Title

The Impact of Graduate School Ranking on an Economics Professor’s Annual Earnings

Date of Award

5-2021

Degree Type

Honors College Thesis

Academic Program

Mathematics BS

Department

Political Science, International Development, and International Affairs

First Advisor

Edward Sayre, Ph.D.

Advisor Department

Political Science, International Development, and International Affairs

Abstract

What are the economic returns to attending a more selective college? This thesis adds to the growing literature on college choices and economic returns by analyzing the effects of graduate school ranking on the annual earnings of economics professors in the United States. In order to answer this question, the author collected an original data set using publicly available salary information from a number of US-based institutions.
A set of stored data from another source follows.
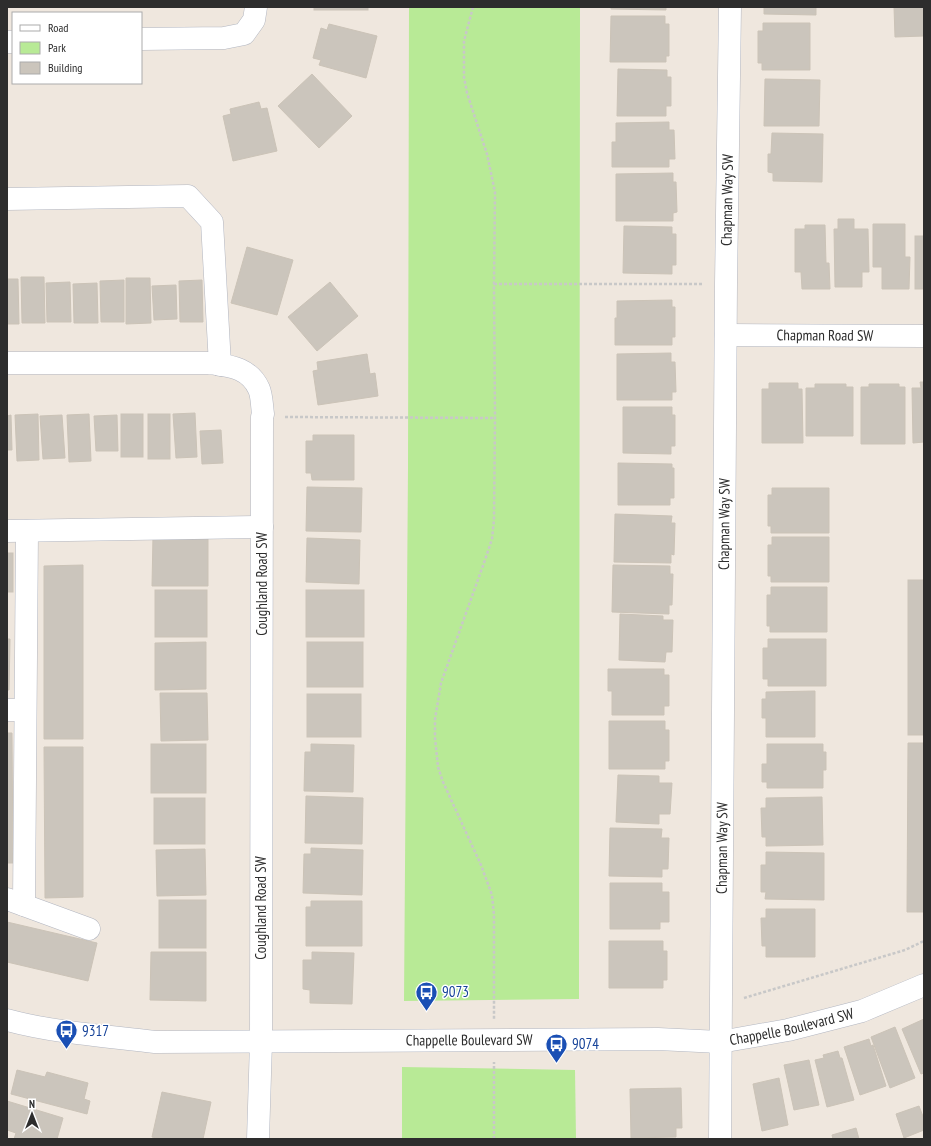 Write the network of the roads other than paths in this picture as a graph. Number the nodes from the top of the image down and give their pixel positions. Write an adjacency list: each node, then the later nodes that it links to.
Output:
1 (256, 7): 3 (street)
2 (730, 7): 5 (street, Chapman Way SW)
3 (142, 40)
4 (7, 199): 8 (street)
5 (726, 335): 6 (street, Chapman Road SW); 17 (street, Chapman Way SW)
6 (924, 336)
7 (7, 363): 8 (street, Coughland Road SW)
8 (220, 365): 9 (street, Coughland Road SW)
9 (262, 527): 10 (street); 16 (street, Coughland Road SW)
10 (17, 531): 11 (street)
11 (16, 710): 12 (street)
12 (15, 902): 13 (street)
13 (89, 929)
14 (924, 986): 17 (street, Chappelle Boulevard SW)
15 (7, 1020): 16 (street, Chappelle Boulevard SW)
16 (260, 1042): 17 (street, Chappelle Boulevard SW); 18 (street, Coughland Road SW)
17 (720, 1042): 19 (street, Chapman Way SW)
18 (258, 1139)
19 (720, 1139) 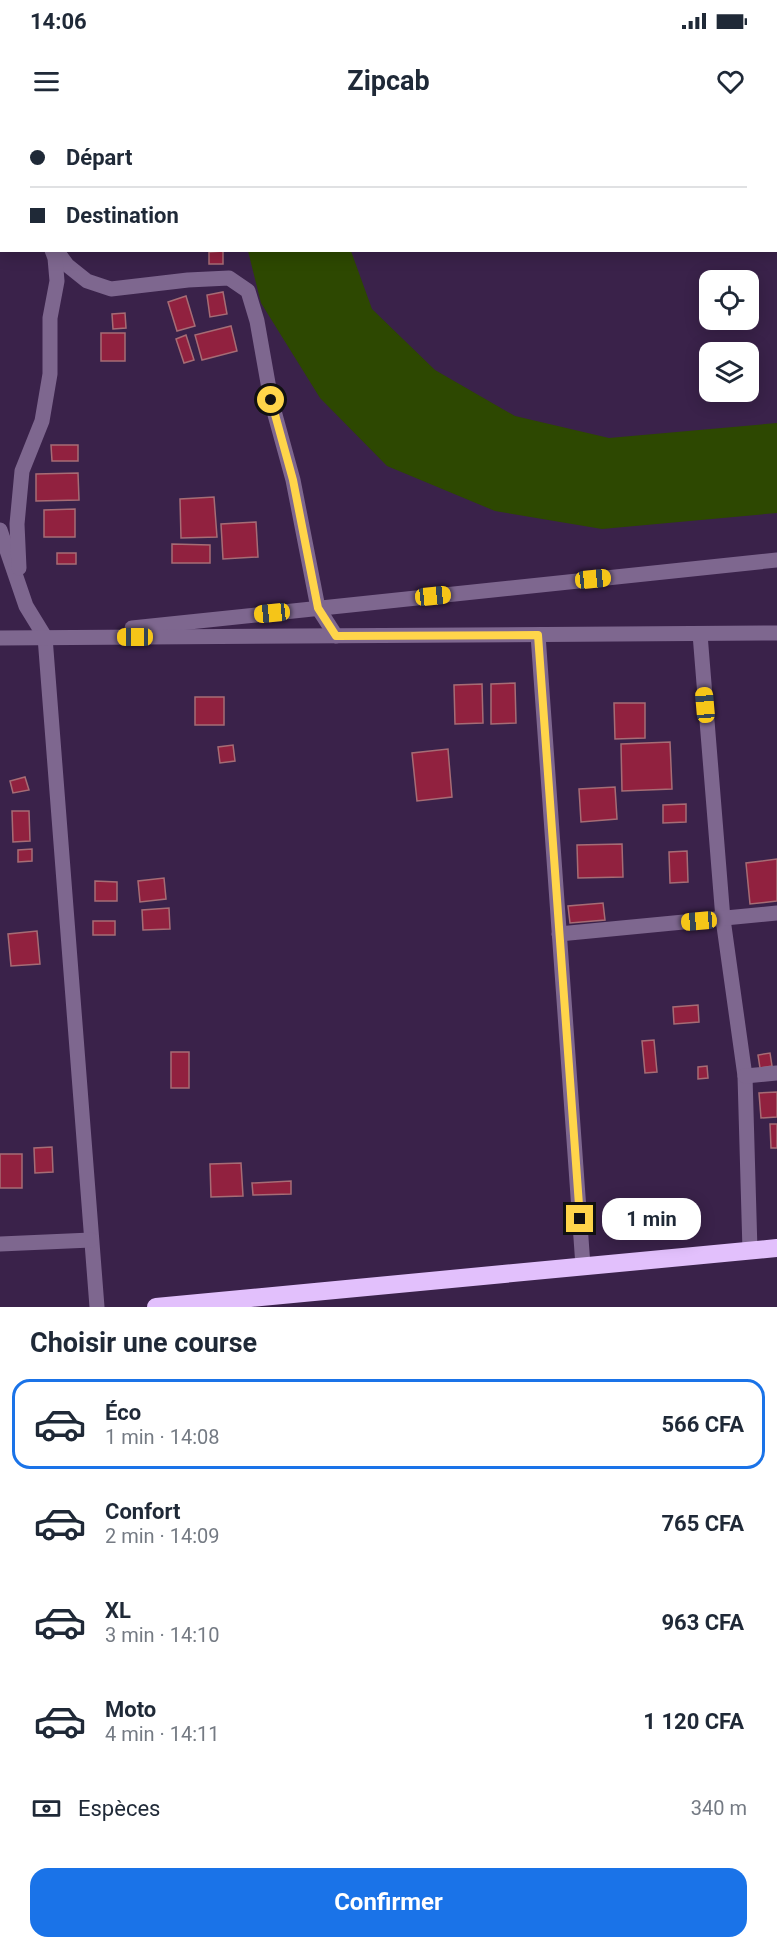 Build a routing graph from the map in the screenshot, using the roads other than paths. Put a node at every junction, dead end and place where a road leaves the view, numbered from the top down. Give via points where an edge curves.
1 (53, 252) edge
2 (57, 252) edge
3 (0, 530) edge
4 (777, 560) edge
5 (20, 584) junction
6 (318, 608) junction
7 (777, 633) edge
8 (700, 634) junction
9 (538, 635) junction
10 (336, 636) junction
11 (45, 637) junction
12 (0, 638) edge
13 (777, 913) edge
14 (723, 919) junction
15 (559, 933) junction
16 (777, 1073) edge
17 (745, 1076) junction
18 (91, 1240) junction
19 (0, 1244) edge
20 (777, 1248) edge
21 (750, 1251) junction
22 (583, 1266) junction
23 (97, 1307) edge
24 (156, 1307) edge

1 - 5 street via 57,281 50,318 50,374 42,421 22,471 17,524
2 - 6 street via 87,281 111,290 229,278 248,291 293,480
3 - 5 street
4 - 6 street
5 - 11 street via 26,606
6 - 10 street
6 - 11 street
7 - 8 street
8 - 9 street
8 - 14 street
9 - 10 street
9 - 15 street
10 - 11 street
11 - 12 street
11 - 18 street
13 - 14 street
14 - 15 street
14 - 17 street
15 - 22 street
16 - 17 street
17 - 21 street
18 - 19 street
18 - 23 street
20 - 21 highway
21 - 22 highway
22 - 24 highway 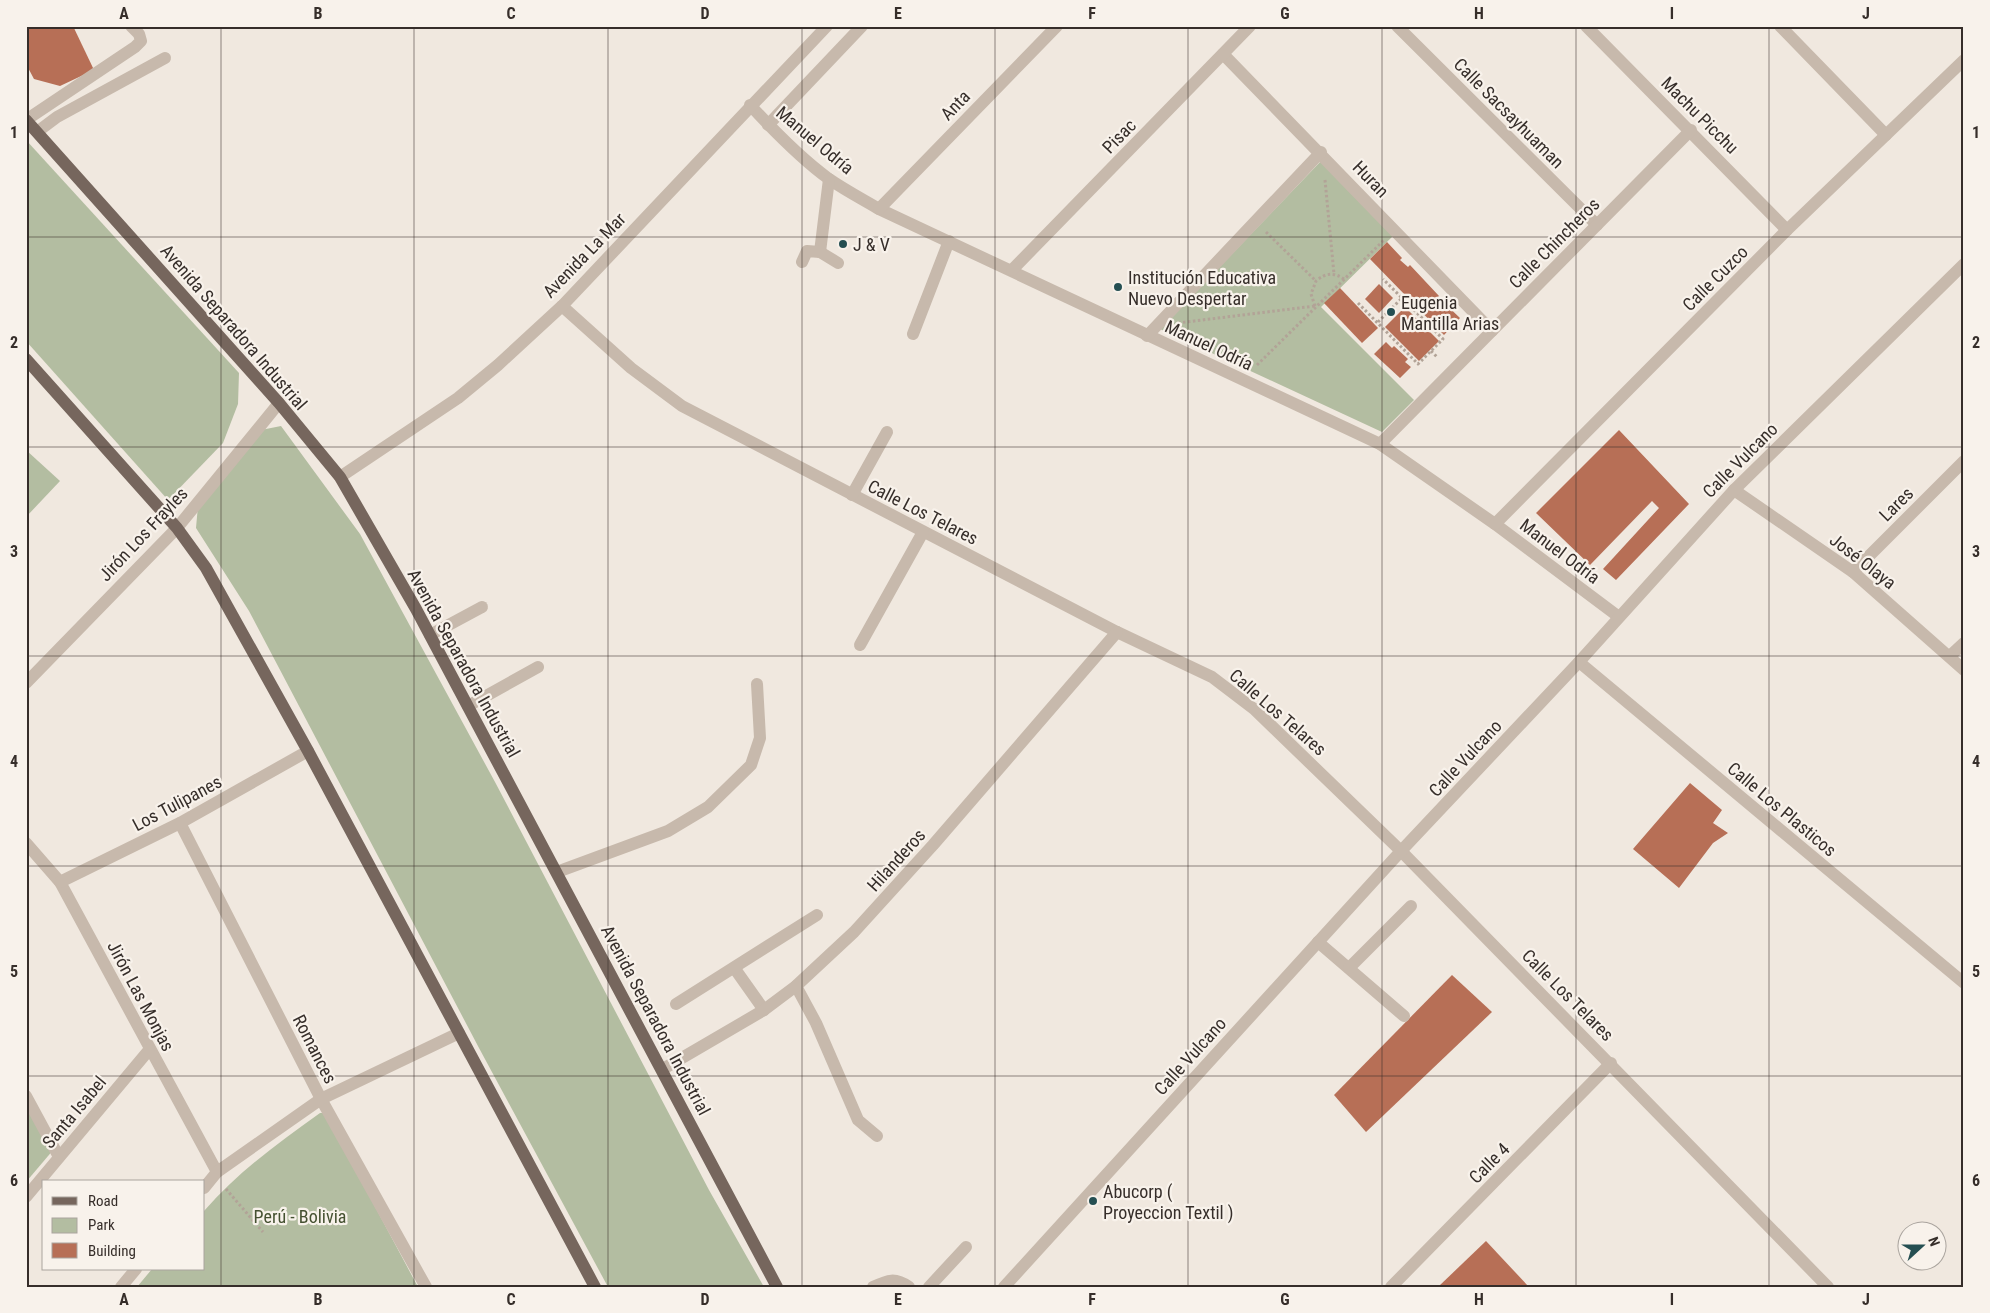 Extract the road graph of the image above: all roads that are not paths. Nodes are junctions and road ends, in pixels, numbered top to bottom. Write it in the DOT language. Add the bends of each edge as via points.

The data in this paper uses McPherson’s ranking of US Economics Departments, h-index, and other factors collected from the individuals’ CVs to estimate the economic returns. The results from Ordinary Least Squares regression analysis and simultaneous equation modeling indicate that graduate school rankings affect their earnings in conjunction with the current institutions; the higher-ranked the graduate school they attended, the higher their income. Additionally, regardless of their graduate school or current institution, a professor’s research output (as measured by the h-index) is also a significant determinant of their economic returns, which shows that higher productivity is associated with better pay.